Earth’s sedimentary record holds physical and chemical clues that allow us to decipher sea level variations in the deep past in fair amount of detail and time resolution, even though many issues remain that stifle precision. On the longer time scales (multiple million years) sea level trajectories can also be reconstructed from paleogeographic data (marine floodings of continents) and geophysical modeling (sea floor geodynamics and basin volume changes). The last few decades have seen significant advances in our understanding of the behavior of sea level at both regional (eurybatic) and global (eustatic) spatial scales and updated sea-level curves have been published for the entire Phanerozoic, albeit with different degree of accuracy and resolution that generally decrease further back in deep time due to increasing uncertainties about timing and amplitudes of eustatic variations. One major recent discovery made through geophysical modeling has been the long-wavelength and relatively slow (multiple million years) warping of continental margins due to mantle driven dynamic topographic changes that significantly affect amplitudes estimates and often go undetected. On the positive side, for some parts of the Mesozoic and for all of the Cenozoic oxygen-isotopic data (δ18O) of marine benthic foraminifera have proven useful in constraining both the timings and (to a lesser extent) the amplitudes of sea-level rises and falls.
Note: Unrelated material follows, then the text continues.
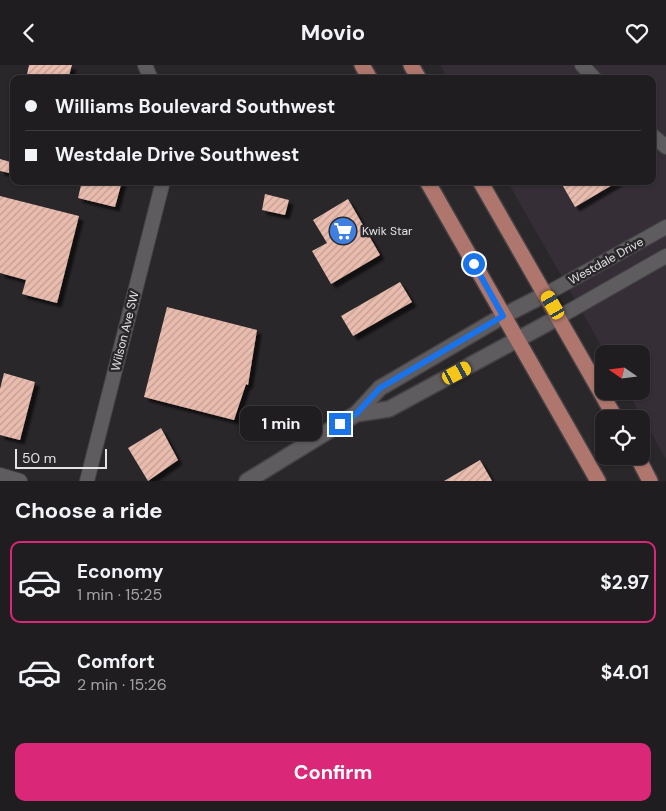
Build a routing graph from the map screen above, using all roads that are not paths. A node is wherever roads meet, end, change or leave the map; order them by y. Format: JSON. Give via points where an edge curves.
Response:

Digitizing sea-level variations in deep time poses a challenge, as multiple streams of parallel data have to be correlated with meaningful precision, each dataset having its own inherent degree(s) of uncertainties. Nonetheless, For most portions of the Phanerozoic sea-level variations data, especially the timing of sea-level withdrawals,  has been arrived at through calibration to several different scales (i.e., magnetic reversal, biochronologic, isotopic), as well as absolute time. The Cenozoic (the last 66 Myr.) has also been fine tuned through astronomical (orbital) cyclostratigraphy. Nevertheless deep time eustatic history should be regarded as work in advanced progress and, with periodic revisions (as new bio-chronological data and new technologies become available), it can be kept current for enhanced utility. In this presentation, the advances made in recent years and the state of the art of our current understanding of sea level in deep time will follow the discussion of the technological limitations.